Nádia Skorupa Parachin joined Cemvita as vice president of industrial biotechnology. Photo courtesy of Cemvita

Houston-based biotech company Cemvita recently tapped two executives to help commercialize its sustainable fuel made from carbon waste.

Nádia Skorupa Parachin came aboard as vice president of industrial biotechnology, and Phil Garcia was promoted to vice president of commercialization.

Parachin most recently oversaw several projects at Boston-based biotech company Ginkjo Bioworks.
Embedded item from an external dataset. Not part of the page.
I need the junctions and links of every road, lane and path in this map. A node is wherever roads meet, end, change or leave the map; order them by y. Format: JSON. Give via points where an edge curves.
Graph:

She previously co-founded Brazilian biotech startup Integra Bioprocessos.

Parachin will lead the Cemvita team that’s developing technology for production of bio-manufactured oil.
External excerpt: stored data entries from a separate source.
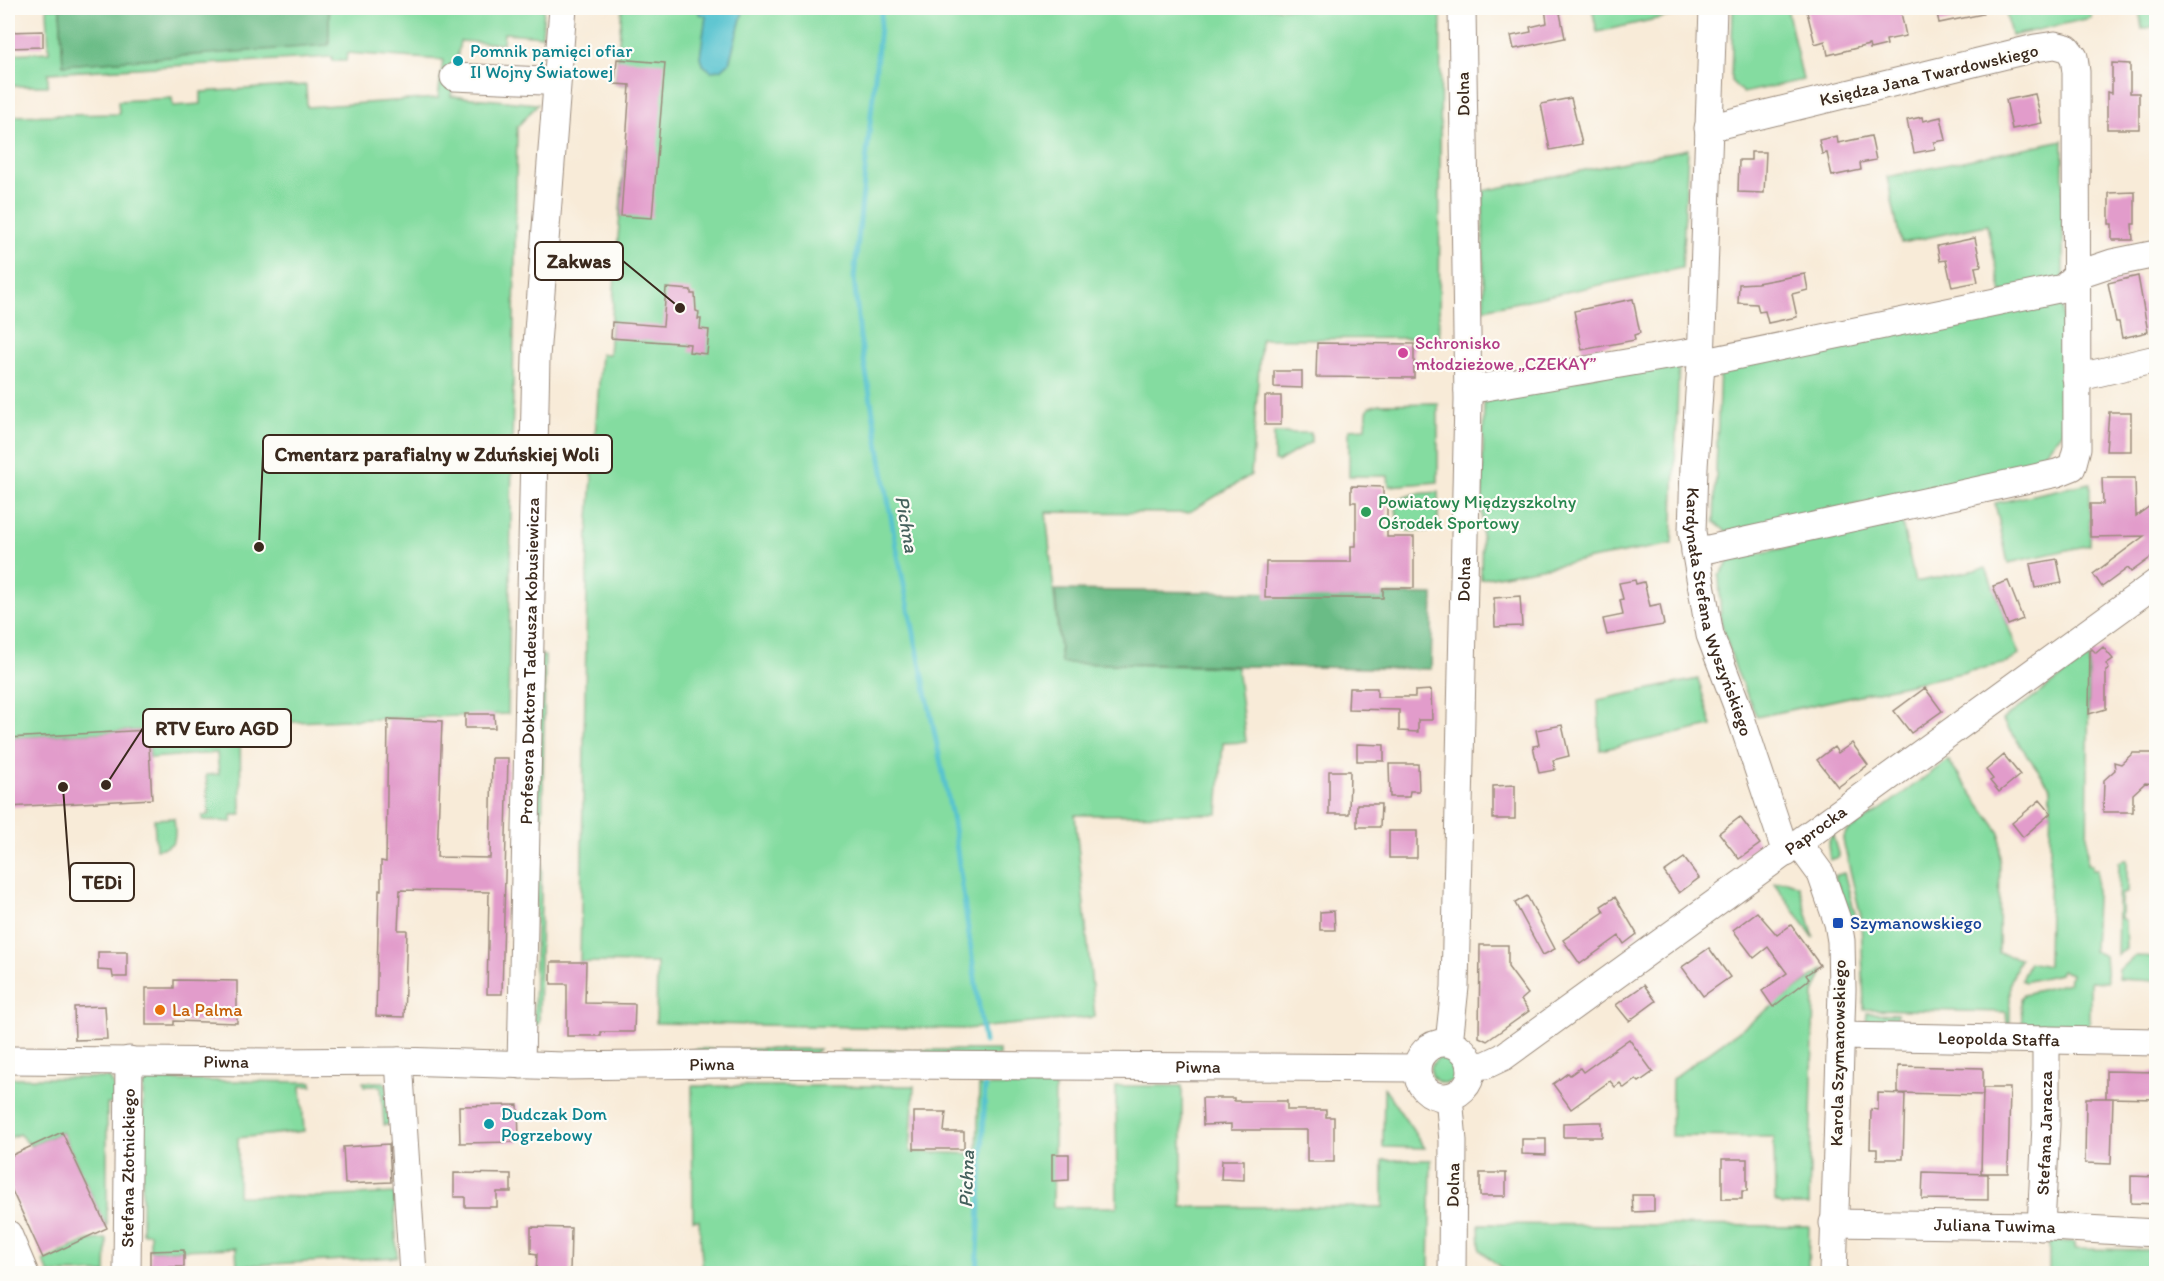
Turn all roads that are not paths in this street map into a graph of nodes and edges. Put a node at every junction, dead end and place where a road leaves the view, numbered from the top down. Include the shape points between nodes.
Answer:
1 (563, 8) edge
2 (1462, 8) edge
3 (1713, 8) edge
4 (454, 77) dead end
5 (543, 81) dead end
6 (1708, 128) junction
7 (2157, 254) edge
8 (2076, 275) junction
9 (1702, 356) junction
10 (2157, 359) edge
11 (2076, 378) junction
12 (1468, 390) junction
13 (1695, 552) junction
14 (2157, 583) edge
15 (1792, 848) junction
16 (1840, 1036) junction
17 (2046, 1040) junction
18 (2157, 1042) edge
19 (1449, 1043) junction
20 (8, 1060) edge
21 (129, 1060) junction
22 (399, 1061) junction
23 (521, 1065) junction
24 (1471, 1066) junction
25 (1416, 1068) junction
26 (1449, 1097) junction
27 (1833, 1223) junction
28 (2041, 1227) junction
29 (2157, 1233) edge
30 (8, 1234) edge
31 (25, 1274) edge
32 (127, 1274) edge
33 (413, 1274) edge
34 (1452, 1274) edge
35 (1833, 1274) edge

1 - 23 street, Profesora Doktora Tadeusza Kobusiewicza via 536,357
2 - 12 street, Dolna
3 - 6 street, Kardynała Stefana Wyszyńskiego
4 - 5 street
6 - 8 street, Księdza Jana Twardowskiego via 2035,48 2067,48 2074,57 2076,72
6 - 9 street, Kardynała Stefana Wyszyńskiego
7 - 8 street
8 - 9 street via 2063,288
8 - 11 street, Księdza Jana Twardowskiego
9 - 12 street
9 - 13 street, Kardynała Stefana Wyszyńskiego via 1694,467
10 - 11 street
11 - 13 street, Księdza Jana Twardowskiego via 2077,448 2072,467
12 - 19 street, Dolna via 1455,987
13 - 15 street, Kardynała Stefana Wyszyńskiego via 1710,635
14 - 15 street, Paprocka
15 - 16 street, Karola Szymanowskiego via 1821,874 1838,923
15 - 24 street, Paprocka via 1503,1057 1486,1065
16 - 17 street, Leopolda Staffa
16 - 27 street, Karola Szymanowskiego
17 - 18 street, Leopolda Staffa
17 - 28 street, Stefana Jaracza
19 - 24 street via 1464,1052
19 - 25 street via 1424,1051
20 - 21 street, Piwna
21 - 22 street, Piwna
21 - 32 street, Stefana Złotnickiego
22 - 23 street, Piwna
22 - 33 street
23 - 25 street, Piwna
24 - 26 street via 1466,1086
25 - 26 street via 1426,1090
26 - 34 street, Dolna via 1453,1141
27 - 28 street, Juliana Tuwima
27 - 35 street, Karola Szymanowskiego
28 - 29 street, Juliana Tuwima
30 - 31 street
“It’s a fantastic moment, as we’re poised to take our prototyping to the next level, and all under the innovative direction of our co-founder Tara Karimi,” Parachin says in a news release. “We will be bringing something truly remarkable to market and ensuring it’s cost-effective.”

Moji Karimi, co-founder and CEO of Cemvita, says the hiring of Parachin represents “the natural next step” toward commercializing the startup’s carbon-to-oil process.

“Her background prepared her to bring the best out of the scientists at the inflection point of commercialization — really bringing things to life,” says Moji Karimi, Tara’s brother.

Parachin joins Garcia on Cemvita’s executive team.

Before being promoted to vice president of commercialization, Garcia was the startup’s commercial director and business development manager. He has a background in engineering and business development.

Founded in 2017, Cemvita recently announced a breakthrough that enables production of large quantities of oil derived from carbon waste.

In 2023, United Airlines agreed to buy up to one billion gallons of sustainable aviation fuel from Cemvita’s first full-scale plant over the course of 20 years.

Cemvita’s investors include the UAV Sustainable Flight Fund, an investment arm of Chicago-based United; Oxy Low Carbon Ventures, an investment arm of Houston-based energy company Occidental Petroleum; and Japanese equipment and machinery manufacturer Mitsubishi Heavy Industries.